## DATASET:
.....

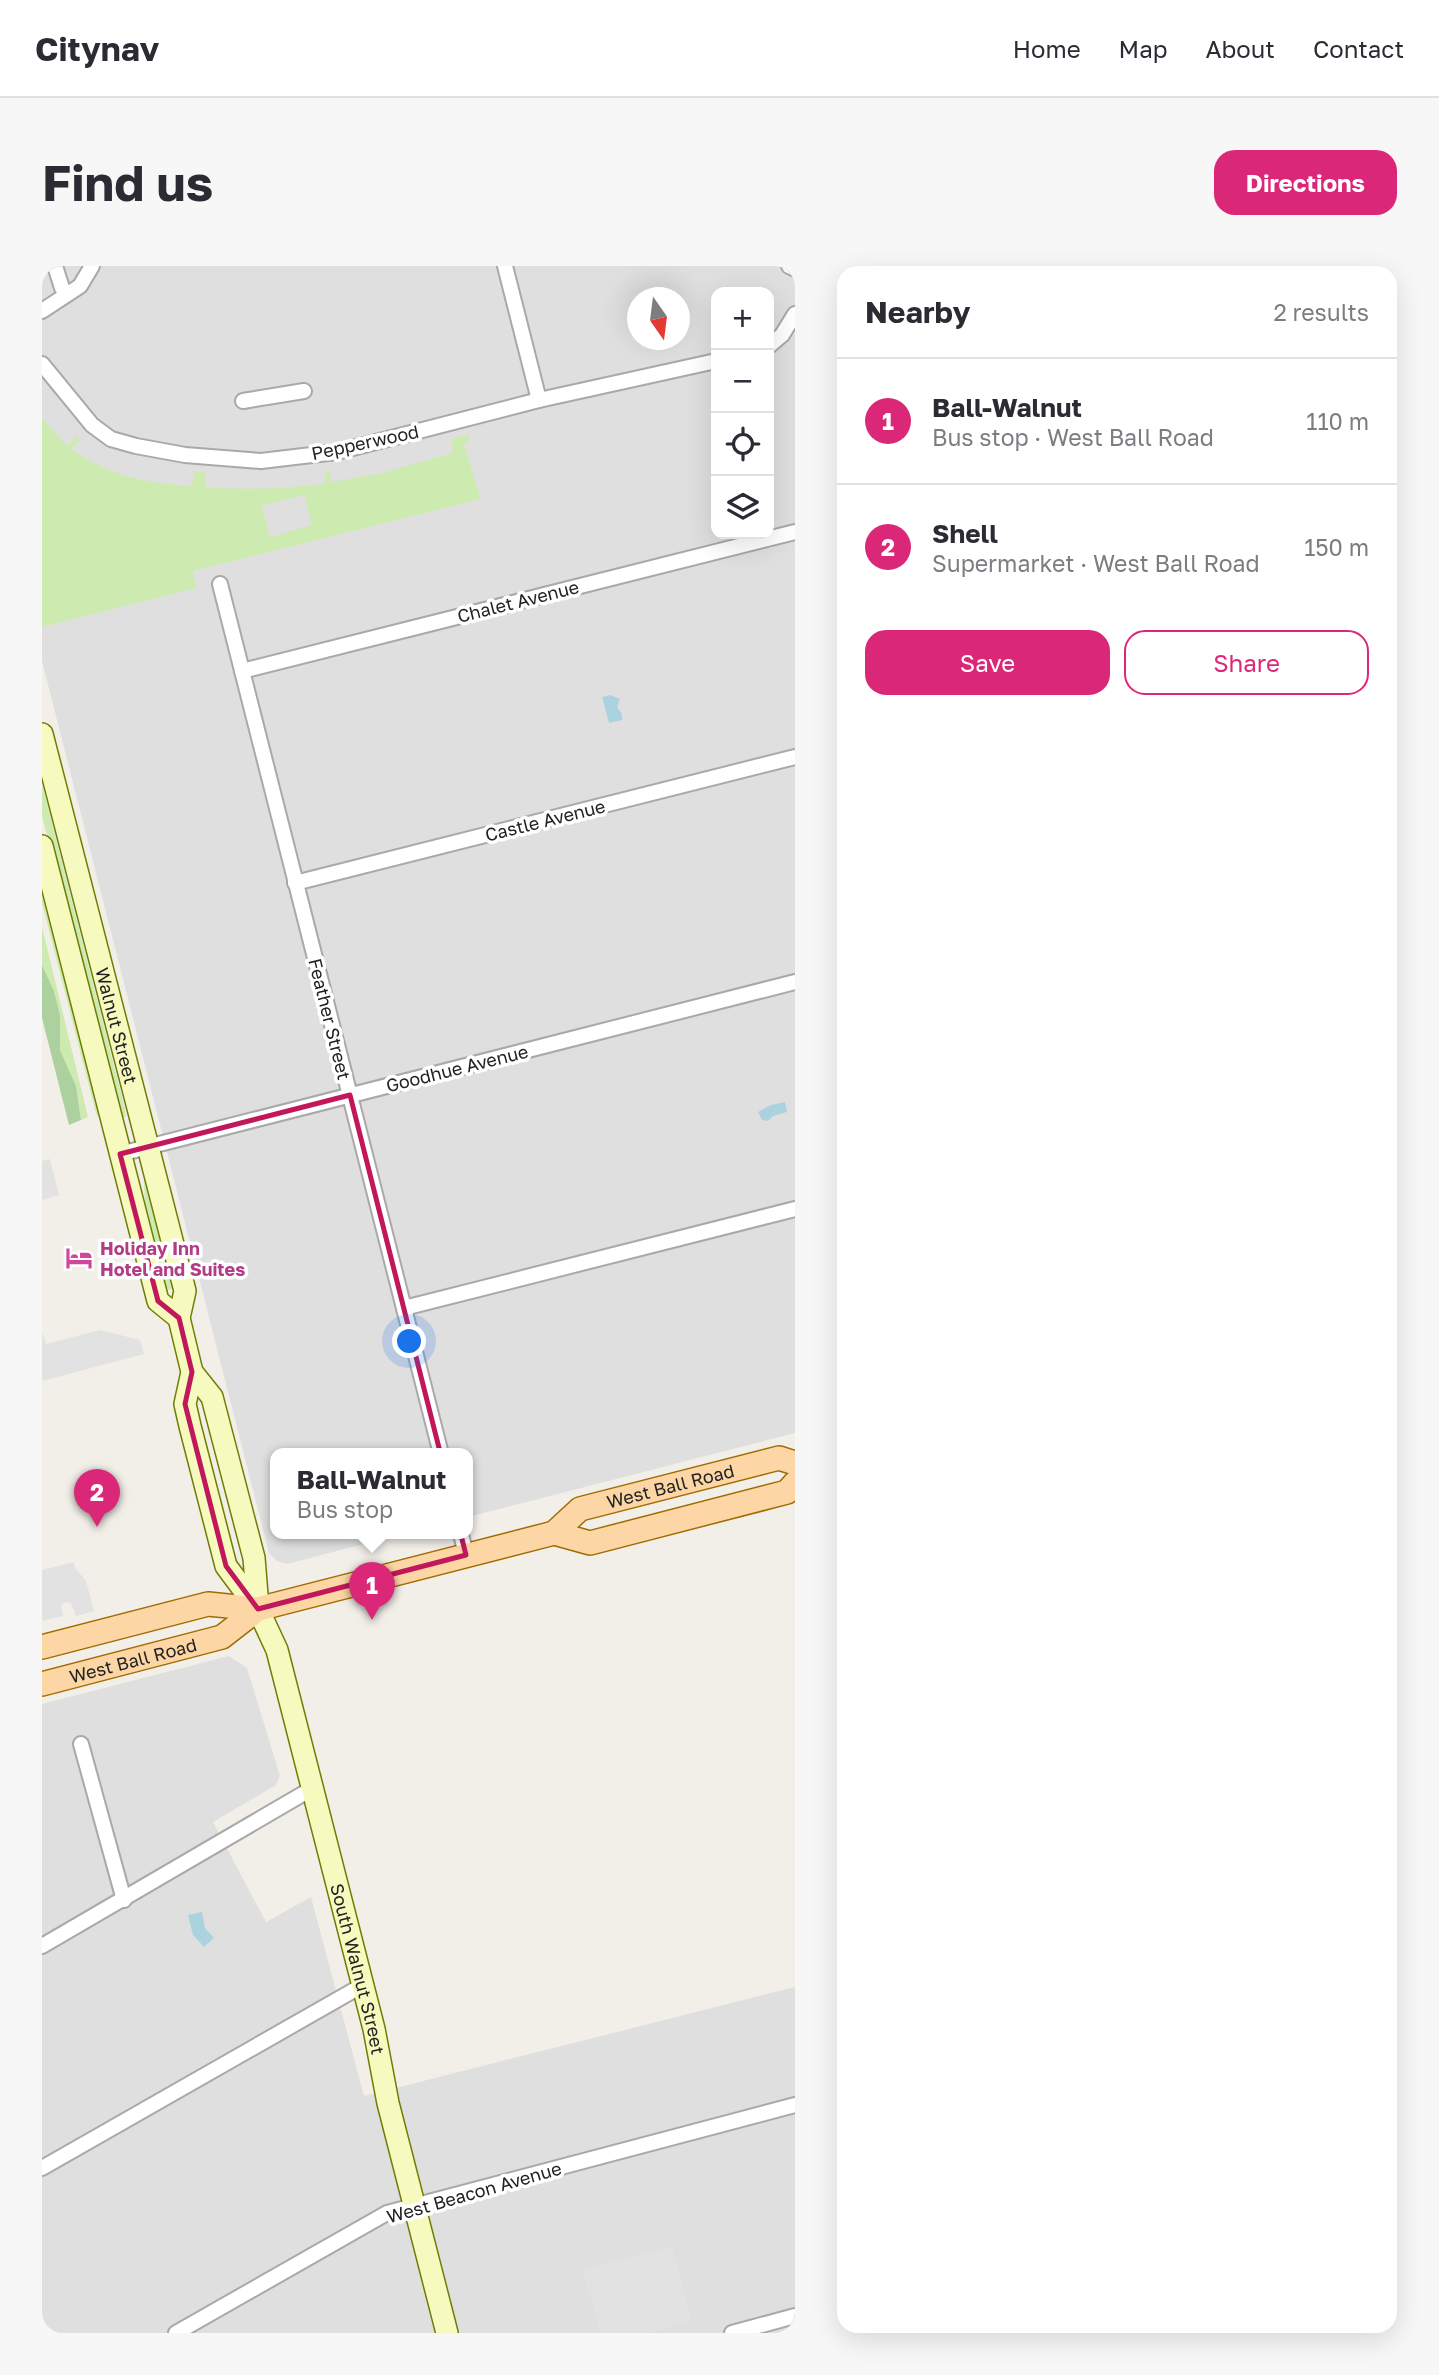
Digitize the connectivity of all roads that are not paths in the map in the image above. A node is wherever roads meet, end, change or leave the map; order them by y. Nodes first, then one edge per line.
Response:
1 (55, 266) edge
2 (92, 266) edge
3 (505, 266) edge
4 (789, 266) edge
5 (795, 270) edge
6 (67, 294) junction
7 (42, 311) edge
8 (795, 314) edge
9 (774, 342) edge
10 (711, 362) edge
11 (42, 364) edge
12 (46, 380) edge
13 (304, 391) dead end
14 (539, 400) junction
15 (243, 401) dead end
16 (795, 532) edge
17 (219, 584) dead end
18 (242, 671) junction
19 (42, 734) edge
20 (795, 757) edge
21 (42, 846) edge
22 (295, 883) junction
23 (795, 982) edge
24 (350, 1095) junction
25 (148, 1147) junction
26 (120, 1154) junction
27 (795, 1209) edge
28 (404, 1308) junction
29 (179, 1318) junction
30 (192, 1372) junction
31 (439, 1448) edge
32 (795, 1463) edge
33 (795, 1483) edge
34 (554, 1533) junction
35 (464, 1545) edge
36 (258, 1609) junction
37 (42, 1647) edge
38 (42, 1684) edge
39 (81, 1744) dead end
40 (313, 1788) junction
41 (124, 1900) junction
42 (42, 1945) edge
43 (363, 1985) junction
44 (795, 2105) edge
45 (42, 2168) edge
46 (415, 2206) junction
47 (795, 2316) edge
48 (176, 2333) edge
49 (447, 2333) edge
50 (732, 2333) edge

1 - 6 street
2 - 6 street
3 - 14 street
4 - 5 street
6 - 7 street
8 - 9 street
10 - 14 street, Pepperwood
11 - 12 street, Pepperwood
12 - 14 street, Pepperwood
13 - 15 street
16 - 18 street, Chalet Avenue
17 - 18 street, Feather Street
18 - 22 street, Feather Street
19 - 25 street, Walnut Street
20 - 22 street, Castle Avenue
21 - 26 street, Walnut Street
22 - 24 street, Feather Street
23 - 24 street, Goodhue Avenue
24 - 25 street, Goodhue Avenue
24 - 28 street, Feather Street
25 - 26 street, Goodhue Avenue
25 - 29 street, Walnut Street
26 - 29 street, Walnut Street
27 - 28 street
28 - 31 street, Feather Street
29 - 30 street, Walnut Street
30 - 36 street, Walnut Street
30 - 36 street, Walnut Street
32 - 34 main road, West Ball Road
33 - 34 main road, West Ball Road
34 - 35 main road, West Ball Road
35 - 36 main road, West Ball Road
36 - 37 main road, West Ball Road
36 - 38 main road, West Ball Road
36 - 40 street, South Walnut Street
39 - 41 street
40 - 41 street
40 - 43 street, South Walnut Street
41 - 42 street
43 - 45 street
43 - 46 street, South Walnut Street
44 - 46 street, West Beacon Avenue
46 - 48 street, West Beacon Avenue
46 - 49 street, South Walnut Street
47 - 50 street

.....

## EXERCISE DIRECTIONS:
Please give the number of lines in the data above that contain the word "West", with nothing else.

## SOLUTION TO THIS PROBLEM:
8